▶ _Your objective_
Set down all of the data exactly. Pictures stay out of the copy.

———

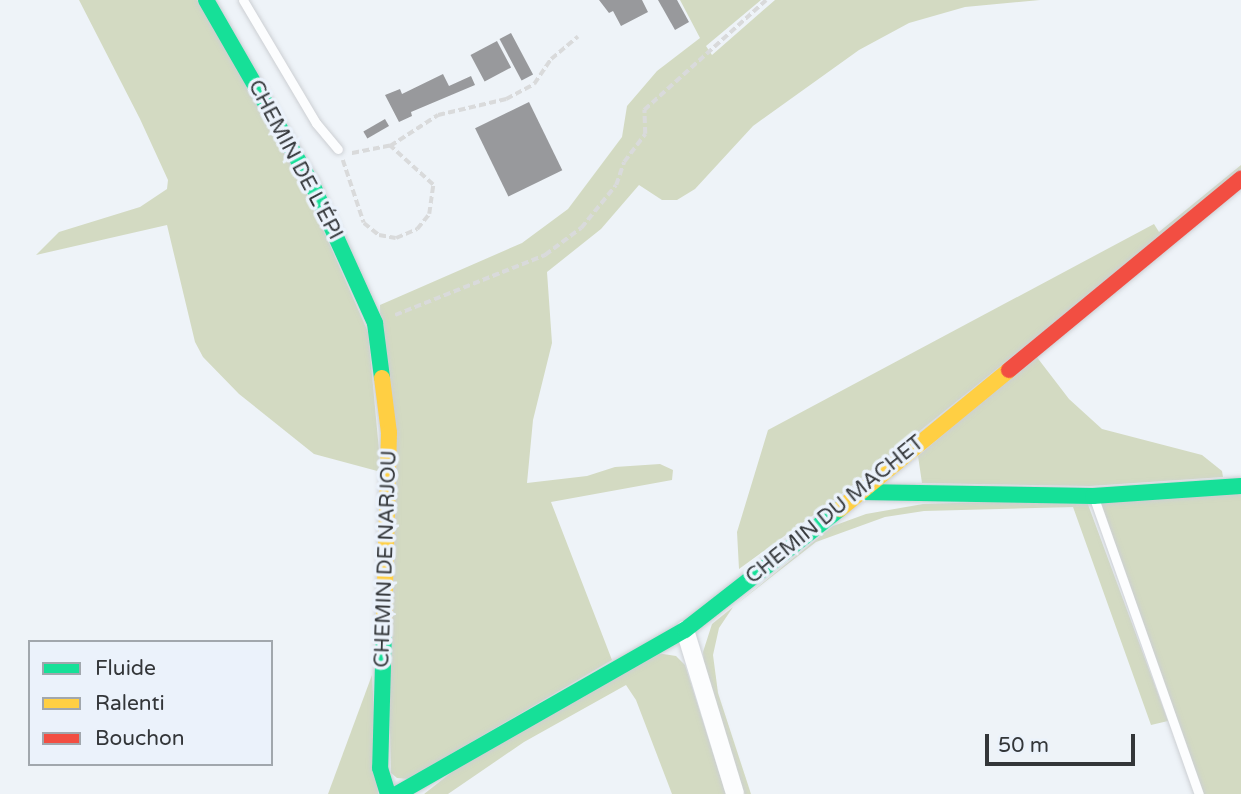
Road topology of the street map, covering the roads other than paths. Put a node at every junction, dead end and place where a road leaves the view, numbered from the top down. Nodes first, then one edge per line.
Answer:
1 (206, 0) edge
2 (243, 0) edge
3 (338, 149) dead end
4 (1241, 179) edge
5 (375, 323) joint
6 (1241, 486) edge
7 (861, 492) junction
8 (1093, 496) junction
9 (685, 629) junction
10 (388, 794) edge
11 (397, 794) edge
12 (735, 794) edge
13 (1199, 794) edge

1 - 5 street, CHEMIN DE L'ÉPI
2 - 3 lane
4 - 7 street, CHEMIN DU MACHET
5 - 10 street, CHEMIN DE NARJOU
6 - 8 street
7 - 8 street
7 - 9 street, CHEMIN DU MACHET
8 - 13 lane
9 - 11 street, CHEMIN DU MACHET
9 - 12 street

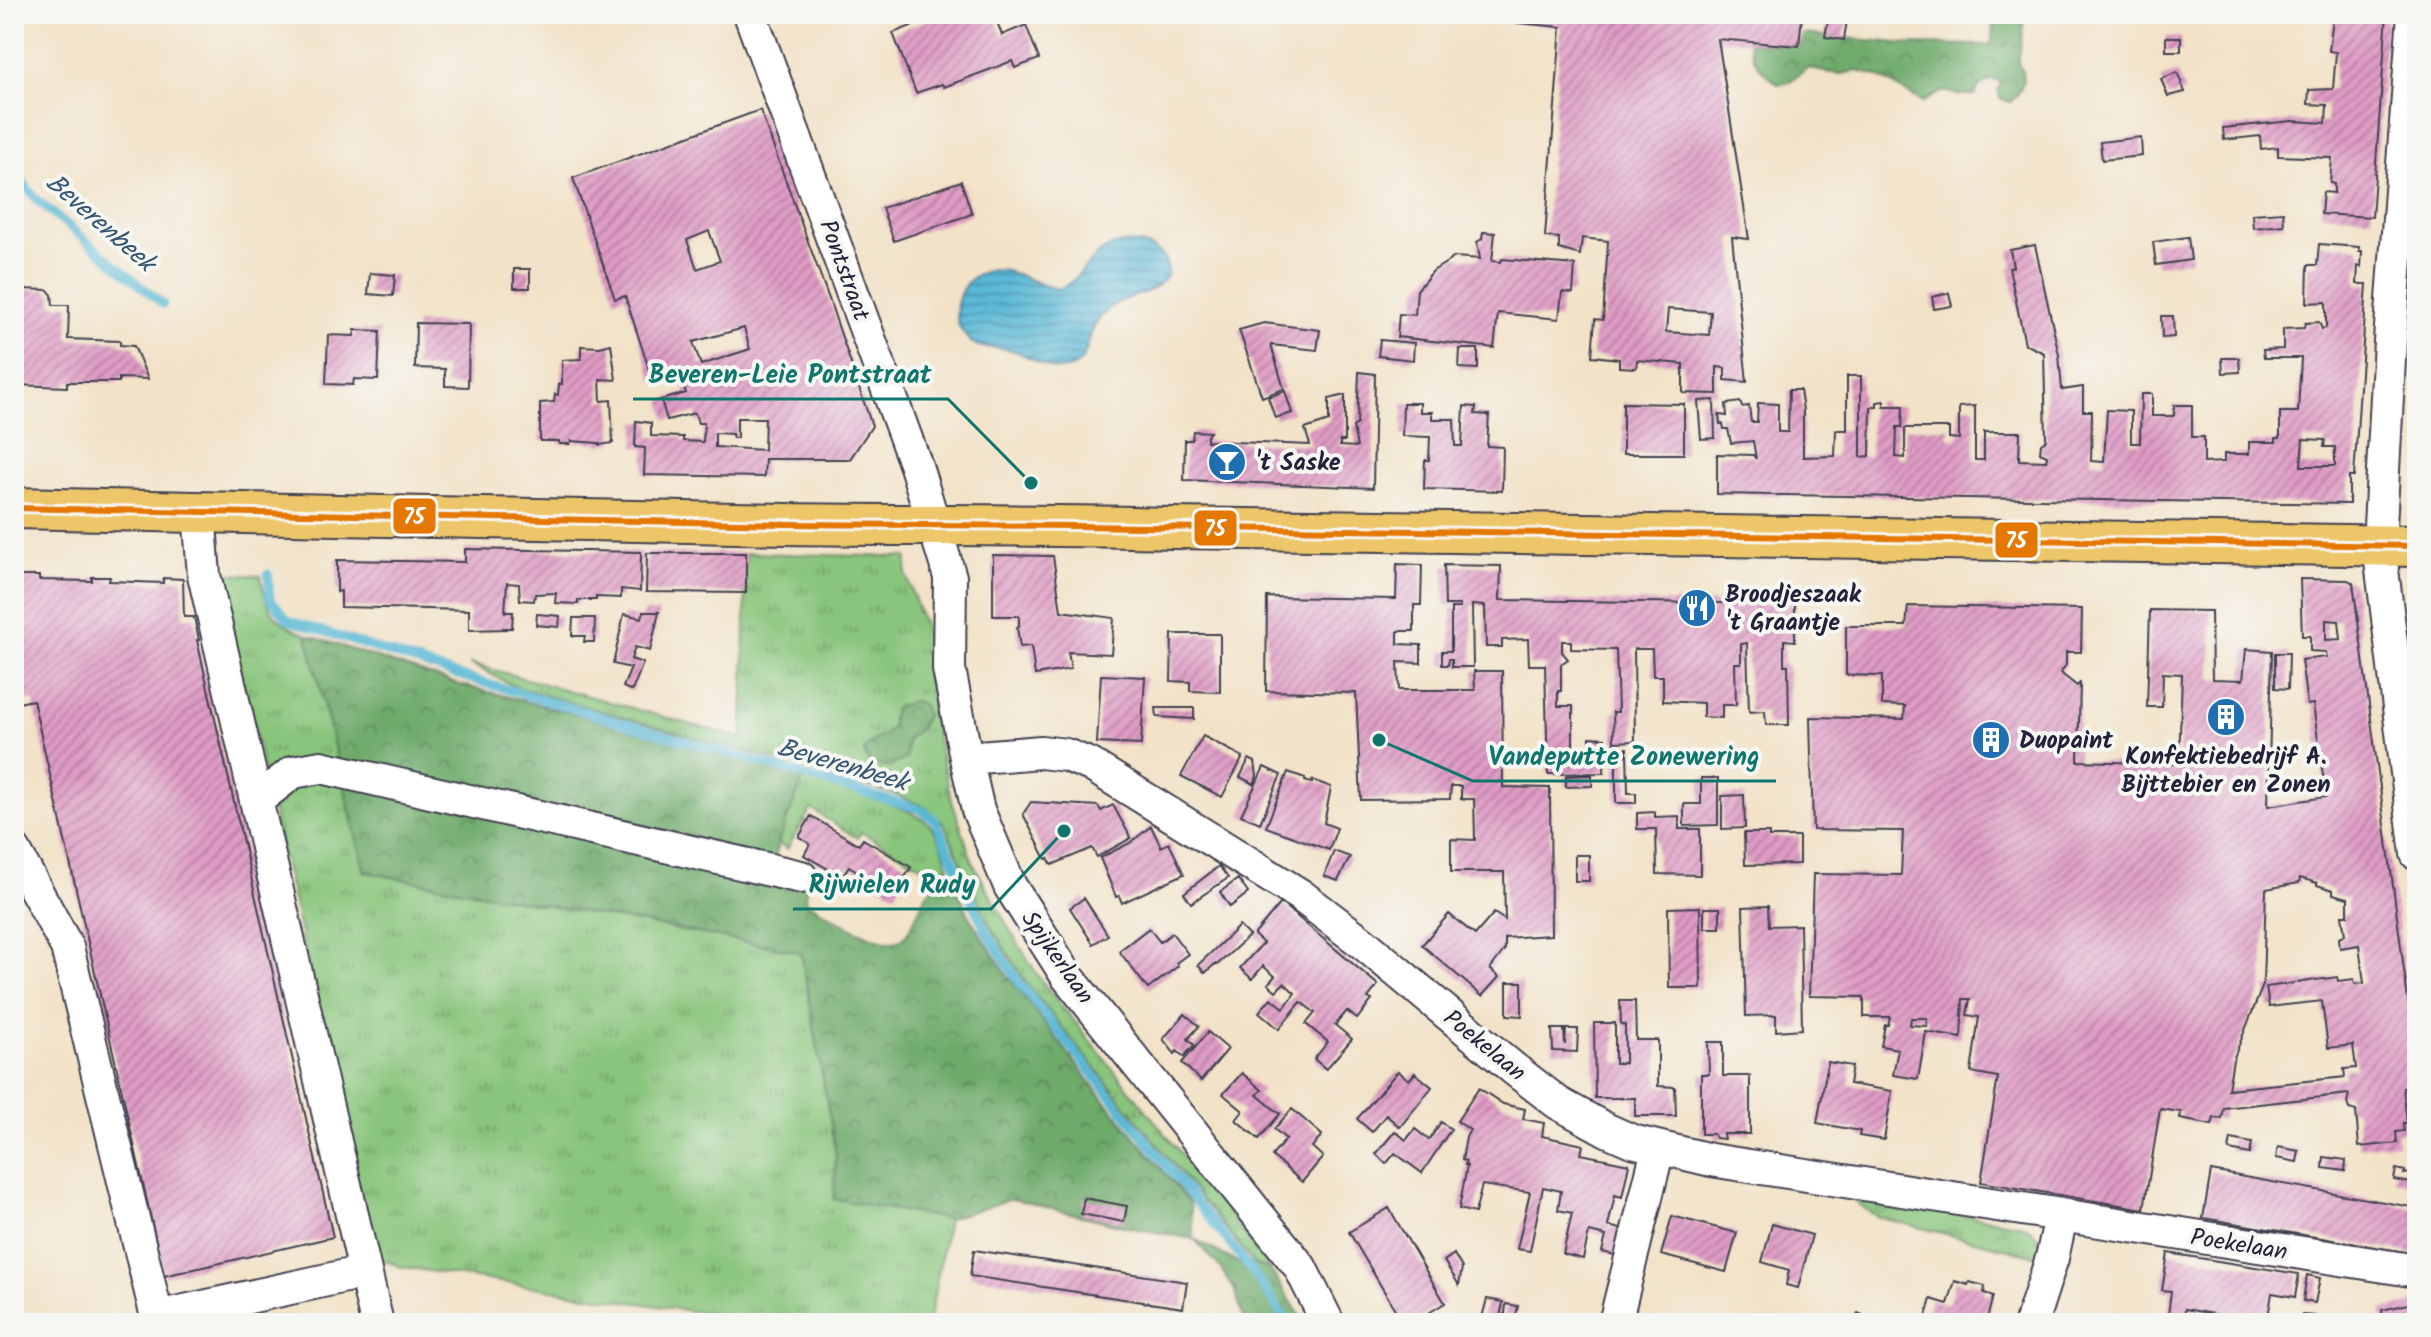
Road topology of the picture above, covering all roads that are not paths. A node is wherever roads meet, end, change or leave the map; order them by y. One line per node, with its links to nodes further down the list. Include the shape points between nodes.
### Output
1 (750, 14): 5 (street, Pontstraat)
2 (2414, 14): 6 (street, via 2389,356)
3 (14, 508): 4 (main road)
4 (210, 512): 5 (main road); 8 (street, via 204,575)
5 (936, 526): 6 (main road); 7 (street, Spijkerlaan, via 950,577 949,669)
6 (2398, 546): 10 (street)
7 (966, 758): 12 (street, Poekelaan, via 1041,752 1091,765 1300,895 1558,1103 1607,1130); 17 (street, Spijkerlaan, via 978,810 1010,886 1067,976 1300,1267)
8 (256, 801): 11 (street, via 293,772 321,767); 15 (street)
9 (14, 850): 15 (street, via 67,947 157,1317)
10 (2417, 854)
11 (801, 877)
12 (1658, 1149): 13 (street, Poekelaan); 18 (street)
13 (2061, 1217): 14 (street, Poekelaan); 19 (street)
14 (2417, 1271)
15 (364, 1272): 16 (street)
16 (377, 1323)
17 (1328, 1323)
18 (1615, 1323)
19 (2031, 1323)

———

▶ _Response to the exercise_
Road topology of the street map, covering the roads other than paths. Put a node at every junction, dead end and place where a road leaves the view, numbered from the top down. Nodes first, then one edge per line.
Answer:
1 (206, 0) edge
2 (243, 0) edge
3 (338, 149) dead end
4 (1241, 179) edge
5 (375, 323) joint
6 (1241, 486) edge
7 (861, 492) junction
8 (1093, 496) junction
9 (685, 629) junction
10 (388, 794) edge
11 (397, 794) edge
12 (735, 794) edge
13 (1199, 794) edge

1 - 5 street, CHEMIN DE L'ÉPI
2 - 3 lane
4 - 7 street, CHEMIN DU MACHET
5 - 10 street, CHEMIN DE NARJOU
6 - 8 street
7 - 8 street
7 - 9 street, CHEMIN DU MACHET
8 - 13 lane
9 - 11 street, CHEMIN DU MACHET
9 - 12 street

Road topology of the picture above, covering all roads that are not paths. A node is wherever roads meet, end, change or leave the map; order them by y. One line per node, with its links to nodes further down the list. Include the shape points between nodes.
### Output
1 (750, 14): 5 (street, Pontstraat)
2 (2414, 14): 6 (street, via 2389,356)
3 (14, 508): 4 (main road)
4 (210, 512): 5 (main road); 8 (street, via 204,575)
5 (936, 526): 6 (main road); 7 (street, Spijkerlaan, via 950,577 949,669)
6 (2398, 546): 10 (street)
7 (966, 758): 12 (street, Poekelaan, via 1041,752 1091,765 1300,895 1558,1103 1607,1130); 17 (street, Spijkerlaan, via 978,810 1010,886 1067,976 1300,1267)
8 (256, 801): 11 (street, via 293,772 321,767); 15 (street)
9 (14, 850): 15 (street, via 67,947 157,1317)
10 (2417, 854)
11 (801, 877)
12 (1658, 1149): 13 (street, Poekelaan); 18 (street)
13 (2061, 1217): 14 (street, Poekelaan); 19 (street)
14 (2417, 1271)
15 (364, 1272): 16 (street)
16 (377, 1323)
17 (1328, 1323)
18 (1615, 1323)
19 (2031, 1323)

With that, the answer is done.